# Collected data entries

::::

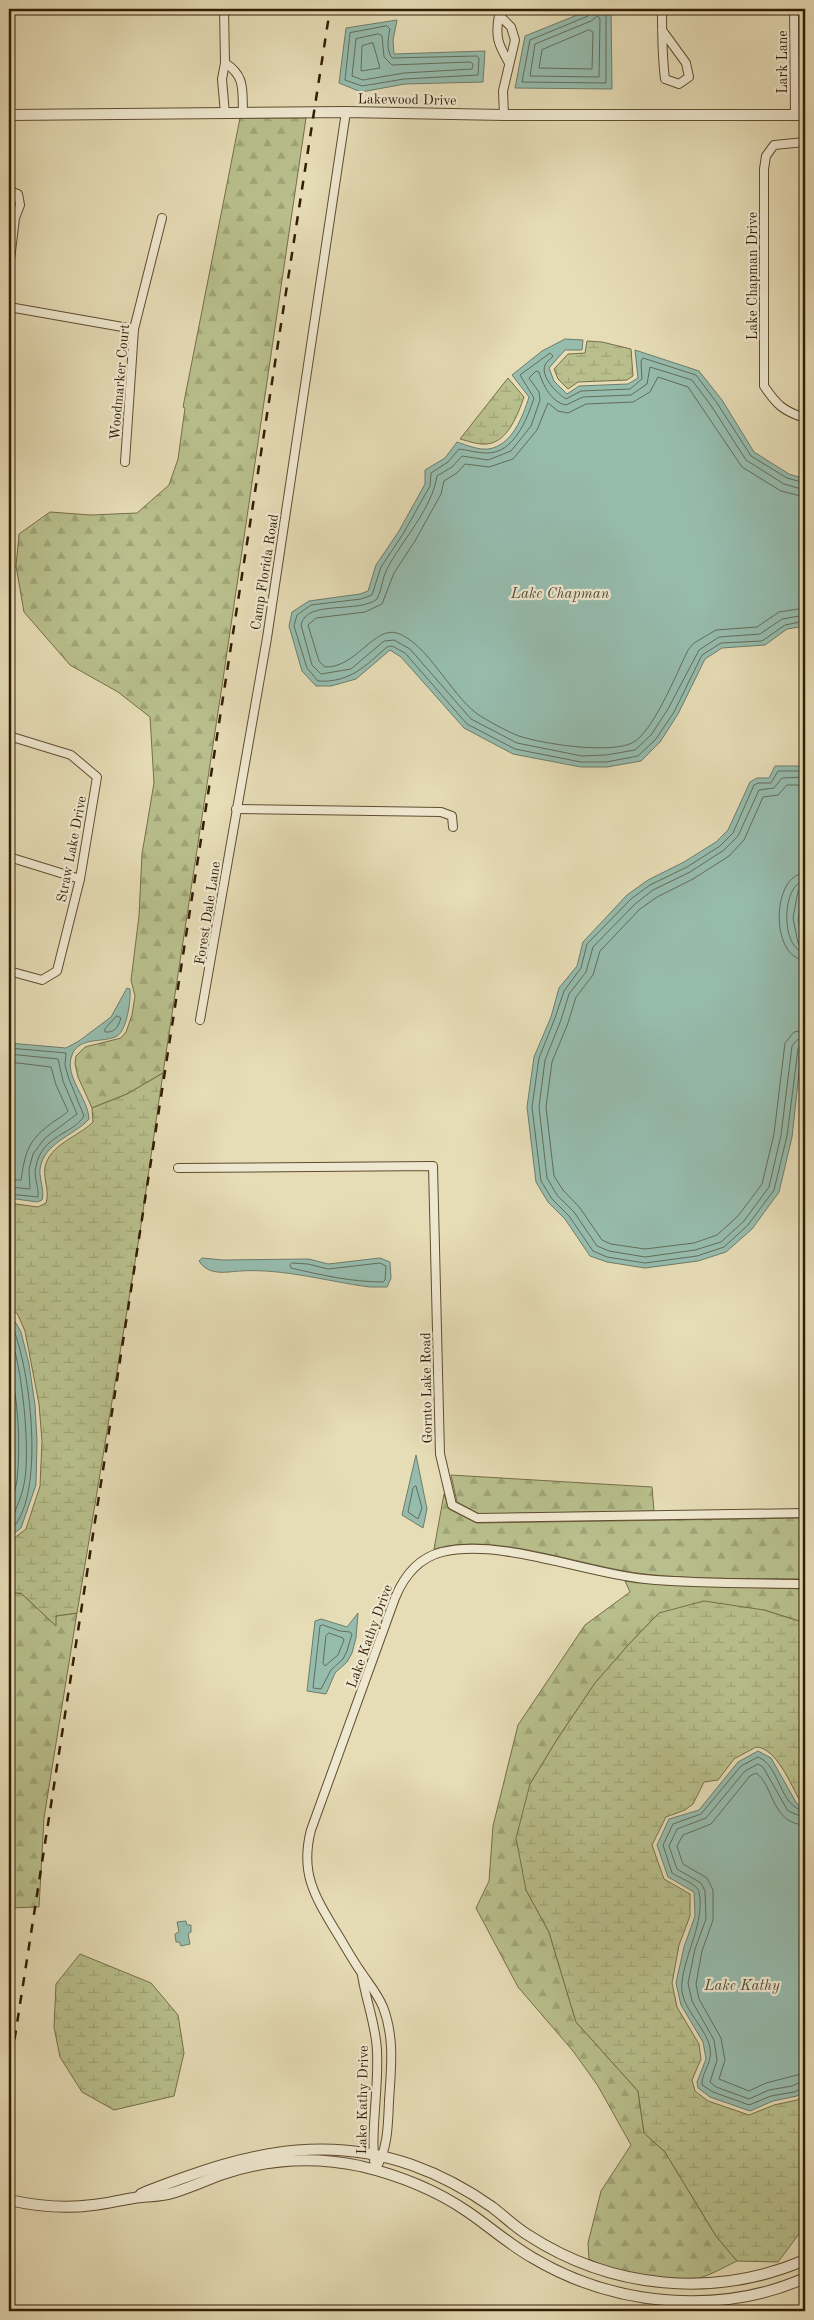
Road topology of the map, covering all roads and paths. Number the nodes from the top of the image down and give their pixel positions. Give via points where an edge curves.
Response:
1 (224, 9) edge
2 (662, 9) edge
3 (794, 9) edge
4 (498, 12) edge
5 (662, 30) junction
6 (225, 63) junction
7 (509, 63) junction
8 (346, 112) junction
9 (242, 113) junction
10 (224, 114) junction
11 (9, 115) edge
12 (504, 115) junction
13 (800, 115) edge
14 (805, 142) edge
15 (9, 191) edge
16 (12, 218) edge
17 (162, 218) dead end
18 (9, 268) edge
19 (9, 307) edge
20 (134, 329) junction
21 (805, 418) edge
22 (125, 462) dead end
23 (9, 736) edge
24 (236, 809) junction
25 (453, 827) dead end
26 (9, 858) edge
27 (80, 879) junction
28 (9, 971) edge
29 (200, 1020) dead end
30 (178, 1168) dead end
31 (805, 1513) edge
32 (805, 1584) edge
33 (361, 1973) junction
34 (378, 2156) junction
35 (375, 2170) junction
36 (133, 2198) junction
37 (9, 2200) edge
38 (805, 2260) edge
39 (805, 2278) edge

1 - 6 street
2 - 5 street
3 - 13 street, Lark Lane
4 - 7 street via 498,43
4 - 7 street via 511,27 515,40
5 - 5 street via 665,79 679,84 689,77 686,63
6 - 9 street via 236,70 242,83
6 - 10 street via 222,79
7 - 12 street via 503,91
8 - 9 street, Lakewood Drive
8 - 12 street, Lakewood Drive
8 - 24 street, Camp Florida Road via 267,638
9 - 10 street, Lakewood Drive
10 - 11 street, Lakewood Drive
12 - 13 street, Lakewood Drive
14 - 21 street, Lake Chapman Drive via 774,145 766,156 764,169 764,386 776,404 790,414
15 - 16 street via 18,194 20,205
16 - 18 street
17 - 20 street, Woodmarker Court
19 - 20 street
20 - 22 street, Woodmarker Court
23 - 27 street, Straw Lake Drive via 72,755 97,777
24 - 25 street via 441,812 452,816
24 - 29 street, Forest Dale Lane
26 - 27 street
27 - 28 street, Straw Lake Drive via 57,971 42,980
30 - 31 street, Gornto Lake Road via 433,1166 440,1454 452,1505 477,1518
32 - 33 street, Lake Kathy Drive via 645,1579 495,1550 442,1552 429,1556 412,1568 395,1598 307,1850 308,1873 316,1898
33 - 34 street, Lake Kathy Drive via 377,2053
33 - 34 street, Lake Kathy Drive via 383,2007 391,2040 387,2140
34 - 35 street, Lake Kathy Drive
34 - 36 street via 316,2150 259,2155 217,2166
34 - 38 street via 412,2165 446,2180 488,2204 546,2246 616,2275 672,2284 712,2283 751,2278
35 - 36 street via 316,2160 278,2161 224,2174 169,2194
35 - 39 street via 452,2202 546,2266 617,2293 670,2301 712,2300 757,2294
36 - 37 street via 90,2206 38,2206

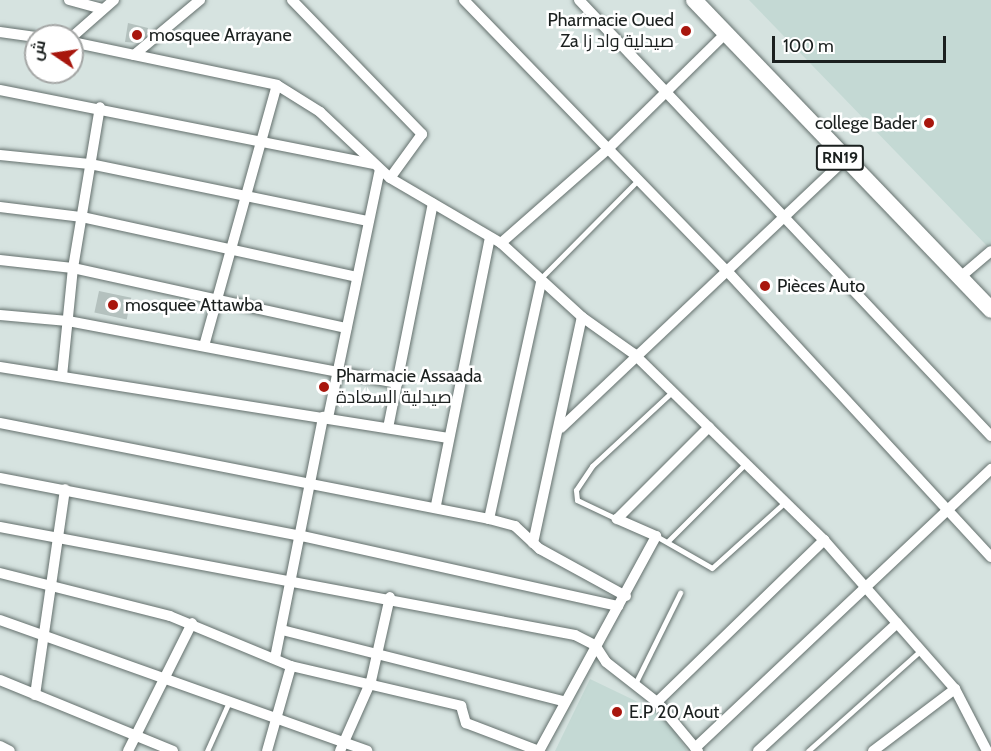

::::

# TASK OBJECTIVE
Word-for-word output of every record is needed, with images omitted.

# EXPECTED ANSWER
Road topology of the map, covering all roads and paths. Number the nodes from the top of the image down and give their pixel positions. Give via points where an edge curves.
Response:
1 (224, 9) edge
2 (662, 9) edge
3 (794, 9) edge
4 (498, 12) edge
5 (662, 30) junction
6 (225, 63) junction
7 (509, 63) junction
8 (346, 112) junction
9 (242, 113) junction
10 (224, 114) junction
11 (9, 115) edge
12 (504, 115) junction
13 (800, 115) edge
14 (805, 142) edge
15 (9, 191) edge
16 (12, 218) edge
17 (162, 218) dead end
18 (9, 268) edge
19 (9, 307) edge
20 (134, 329) junction
21 (805, 418) edge
22 (125, 462) dead end
23 (9, 736) edge
24 (236, 809) junction
25 (453, 827) dead end
26 (9, 858) edge
27 (80, 879) junction
28 (9, 971) edge
29 (200, 1020) dead end
30 (178, 1168) dead end
31 (805, 1513) edge
32 (805, 1584) edge
33 (361, 1973) junction
34 (378, 2156) junction
35 (375, 2170) junction
36 (133, 2198) junction
37 (9, 2200) edge
38 (805, 2260) edge
39 (805, 2278) edge

1 - 6 street
2 - 5 street
3 - 13 street, Lark Lane
4 - 7 street via 498,43
4 - 7 street via 511,27 515,40
5 - 5 street via 665,79 679,84 689,77 686,63
6 - 9 street via 236,70 242,83
6 - 10 street via 222,79
7 - 12 street via 503,91
8 - 9 street, Lakewood Drive
8 - 12 street, Lakewood Drive
8 - 24 street, Camp Florida Road via 267,638
9 - 10 street, Lakewood Drive
10 - 11 street, Lakewood Drive
12 - 13 street, Lakewood Drive
14 - 21 street, Lake Chapman Drive via 774,145 766,156 764,169 764,386 776,404 790,414
15 - 16 street via 18,194 20,205
16 - 18 street
17 - 20 street, Woodmarker Court
19 - 20 street
20 - 22 street, Woodmarker Court
23 - 27 street, Straw Lake Drive via 72,755 97,777
24 - 25 street via 441,812 452,816
24 - 29 street, Forest Dale Lane
26 - 27 street
27 - 28 street, Straw Lake Drive via 57,971 42,980
30 - 31 street, Gornto Lake Road via 433,1166 440,1454 452,1505 477,1518
32 - 33 street, Lake Kathy Drive via 645,1579 495,1550 442,1552 429,1556 412,1568 395,1598 307,1850 308,1873 316,1898
33 - 34 street, Lake Kathy Drive via 377,2053
33 - 34 street, Lake Kathy Drive via 383,2007 391,2040 387,2140
34 - 35 street, Lake Kathy Drive
34 - 36 street via 316,2150 259,2155 217,2166
34 - 38 street via 412,2165 446,2180 488,2204 546,2246 616,2275 672,2284 712,2283 751,2278
35 - 36 street via 316,2160 278,2161 224,2174 169,2194
35 - 39 street via 452,2202 546,2266 617,2293 670,2301 712,2300 757,2294
36 - 37 street via 90,2206 38,2206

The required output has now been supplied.